▶ **TO DO**
Only the lines below from the one containing "ring dip: (242, 189)" to the one containing "pinky tip: (504, 310)" should be repeated, both included and unchanged.

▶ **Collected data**
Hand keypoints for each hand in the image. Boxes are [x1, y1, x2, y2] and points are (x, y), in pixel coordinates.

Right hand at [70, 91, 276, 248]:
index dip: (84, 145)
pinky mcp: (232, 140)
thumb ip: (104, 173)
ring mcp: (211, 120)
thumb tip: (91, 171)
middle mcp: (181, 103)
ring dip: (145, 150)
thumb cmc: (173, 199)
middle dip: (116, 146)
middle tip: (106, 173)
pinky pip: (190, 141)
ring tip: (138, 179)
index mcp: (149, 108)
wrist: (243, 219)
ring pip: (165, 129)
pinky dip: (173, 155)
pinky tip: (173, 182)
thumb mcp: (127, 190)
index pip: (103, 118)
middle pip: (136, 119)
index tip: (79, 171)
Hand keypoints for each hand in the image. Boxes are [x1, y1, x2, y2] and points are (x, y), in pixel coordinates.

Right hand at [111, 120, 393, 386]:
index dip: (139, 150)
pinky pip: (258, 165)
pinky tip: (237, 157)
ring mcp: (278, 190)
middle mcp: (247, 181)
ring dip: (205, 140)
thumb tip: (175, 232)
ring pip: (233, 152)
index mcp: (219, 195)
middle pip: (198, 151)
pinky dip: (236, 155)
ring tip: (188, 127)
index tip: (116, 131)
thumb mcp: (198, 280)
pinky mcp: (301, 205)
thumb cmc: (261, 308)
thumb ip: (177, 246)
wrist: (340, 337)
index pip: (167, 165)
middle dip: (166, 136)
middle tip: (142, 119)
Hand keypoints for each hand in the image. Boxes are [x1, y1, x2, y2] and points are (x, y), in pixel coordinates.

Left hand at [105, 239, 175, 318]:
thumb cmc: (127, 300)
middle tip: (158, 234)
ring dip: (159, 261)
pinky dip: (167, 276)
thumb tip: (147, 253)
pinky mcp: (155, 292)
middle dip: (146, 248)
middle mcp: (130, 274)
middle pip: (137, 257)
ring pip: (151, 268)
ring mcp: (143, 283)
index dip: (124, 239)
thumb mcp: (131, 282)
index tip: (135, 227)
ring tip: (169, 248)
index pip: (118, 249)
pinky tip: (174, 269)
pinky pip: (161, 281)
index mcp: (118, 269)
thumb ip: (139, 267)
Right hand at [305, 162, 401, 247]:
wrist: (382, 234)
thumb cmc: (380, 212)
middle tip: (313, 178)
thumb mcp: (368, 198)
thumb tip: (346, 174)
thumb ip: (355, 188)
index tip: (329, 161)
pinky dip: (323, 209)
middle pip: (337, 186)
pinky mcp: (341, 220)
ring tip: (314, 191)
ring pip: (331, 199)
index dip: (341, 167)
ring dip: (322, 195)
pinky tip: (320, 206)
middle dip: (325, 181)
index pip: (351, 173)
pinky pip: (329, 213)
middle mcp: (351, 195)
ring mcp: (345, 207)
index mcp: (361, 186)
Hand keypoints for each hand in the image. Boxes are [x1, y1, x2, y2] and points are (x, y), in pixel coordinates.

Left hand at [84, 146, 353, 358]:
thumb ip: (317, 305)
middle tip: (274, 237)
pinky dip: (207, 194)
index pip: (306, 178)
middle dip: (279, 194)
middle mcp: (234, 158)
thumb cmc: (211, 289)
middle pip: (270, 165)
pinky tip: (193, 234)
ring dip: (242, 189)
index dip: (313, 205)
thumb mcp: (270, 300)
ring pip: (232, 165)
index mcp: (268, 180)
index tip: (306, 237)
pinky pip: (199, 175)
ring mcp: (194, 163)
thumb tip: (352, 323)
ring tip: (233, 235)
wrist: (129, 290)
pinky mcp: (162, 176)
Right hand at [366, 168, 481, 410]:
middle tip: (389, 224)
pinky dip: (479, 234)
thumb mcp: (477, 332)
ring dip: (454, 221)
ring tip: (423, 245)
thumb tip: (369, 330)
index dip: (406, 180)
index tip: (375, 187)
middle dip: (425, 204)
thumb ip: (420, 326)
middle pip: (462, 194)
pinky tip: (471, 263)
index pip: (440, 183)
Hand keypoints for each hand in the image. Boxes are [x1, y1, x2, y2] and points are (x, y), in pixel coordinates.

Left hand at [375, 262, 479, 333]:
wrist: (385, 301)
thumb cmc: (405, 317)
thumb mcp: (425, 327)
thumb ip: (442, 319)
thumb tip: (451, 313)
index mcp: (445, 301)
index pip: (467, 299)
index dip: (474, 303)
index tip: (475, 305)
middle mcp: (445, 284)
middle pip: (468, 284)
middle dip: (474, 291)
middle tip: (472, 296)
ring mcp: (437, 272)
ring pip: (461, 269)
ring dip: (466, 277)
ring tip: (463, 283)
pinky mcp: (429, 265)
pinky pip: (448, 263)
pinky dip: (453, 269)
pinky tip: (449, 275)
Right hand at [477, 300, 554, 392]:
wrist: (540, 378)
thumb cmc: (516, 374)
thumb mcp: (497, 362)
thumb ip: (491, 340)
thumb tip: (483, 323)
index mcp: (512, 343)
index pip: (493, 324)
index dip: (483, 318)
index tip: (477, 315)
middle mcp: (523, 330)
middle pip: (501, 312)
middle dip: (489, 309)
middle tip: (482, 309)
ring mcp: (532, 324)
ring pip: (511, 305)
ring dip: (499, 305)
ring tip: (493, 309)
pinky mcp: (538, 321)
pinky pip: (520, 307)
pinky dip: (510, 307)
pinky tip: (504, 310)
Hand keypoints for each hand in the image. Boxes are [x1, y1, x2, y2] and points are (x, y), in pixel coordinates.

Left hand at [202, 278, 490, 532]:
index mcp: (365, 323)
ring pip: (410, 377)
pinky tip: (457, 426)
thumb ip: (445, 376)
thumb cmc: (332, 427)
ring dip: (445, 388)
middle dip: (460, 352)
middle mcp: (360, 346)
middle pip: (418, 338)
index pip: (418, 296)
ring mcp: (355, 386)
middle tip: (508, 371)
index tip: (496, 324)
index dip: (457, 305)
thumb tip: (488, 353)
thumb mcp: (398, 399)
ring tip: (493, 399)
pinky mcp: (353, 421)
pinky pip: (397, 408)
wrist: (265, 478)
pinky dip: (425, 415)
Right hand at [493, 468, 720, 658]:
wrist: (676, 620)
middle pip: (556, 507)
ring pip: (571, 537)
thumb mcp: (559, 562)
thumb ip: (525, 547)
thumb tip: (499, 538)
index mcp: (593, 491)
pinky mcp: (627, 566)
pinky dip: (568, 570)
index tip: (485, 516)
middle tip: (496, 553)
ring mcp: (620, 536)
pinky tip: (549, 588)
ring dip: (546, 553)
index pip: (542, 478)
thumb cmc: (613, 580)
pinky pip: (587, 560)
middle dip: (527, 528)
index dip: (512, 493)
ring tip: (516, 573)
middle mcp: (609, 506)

▶ **RESULT OF THIS EXERCISE**
ring dip: (242, 189)
index dip: (313, 205)
thumb mcp: (270, 300)
ring pip: (232, 165)
index mcp: (268, 180)
index tip: (306, 237)
pinky pip: (199, 175)
ring mcp: (194, 163)
thumb tip: (352, 323)
ring tip: (233, 235)
wrist: (129, 290)
pinky mcp: (162, 176)
Right hand at [366, 168, 481, 410]:
middle tip: (389, 224)
pinky dip: (479, 234)
thumb mcp: (477, 332)
ring dip: (454, 221)
ring tip: (423, 245)
thumb tip: (369, 330)
index dip: (406, 180)
index tip: (375, 187)
middle dip: (425, 204)
thumb ip: (420, 326)
middle pip: (462, 194)
pinky tip: (471, 263)
index pip: (440, 183)
Hand keypoints for each hand in the image. Boxes are [x1, y1, x2, y2] and points are (x, y), in pixel coordinates.

Left hand at [375, 262, 479, 333]:
wrist: (385, 301)
thumb cmc: (405, 317)
thumb mcp: (425, 327)
thumb ip: (442, 319)
thumb tip: (451, 313)
index mcp: (445, 301)
index pip: (467, 299)
index dip: (474, 303)
index tip: (475, 305)
middle mcp: (445, 284)
middle pip: (468, 284)
middle dip: (474, 291)
middle tip: (472, 296)
ring mcp: (437, 272)
ring pip: (461, 269)
ring dip: (466, 277)
ring tip: (463, 283)
pinky mcp: (429, 265)
pinky pip: (448, 263)
pinky dip: (453, 269)
pinky tip: (449, 275)
Right hand at [477, 300, 554, 392]:
wrist: (540, 378)
thumb cmc: (516, 374)
thumb mcp: (497, 362)
thumb ip: (491, 340)
thumb tip: (483, 323)
index mcp: (512, 343)
index pip: (493, 324)
index dip: (483, 318)
index tip: (477, 315)
middle mcp: (523, 330)
middle pip: (501, 312)
middle dip: (489, 309)
middle tip: (482, 309)
ring mcp: (532, 324)
ring pip: (511, 305)
ring dip: (499, 305)
ring tip: (493, 309)
pinky mcp: (538, 321)
pinky pip: (520, 307)
pinky dip: (510, 307)
pinky tip: (504, 310)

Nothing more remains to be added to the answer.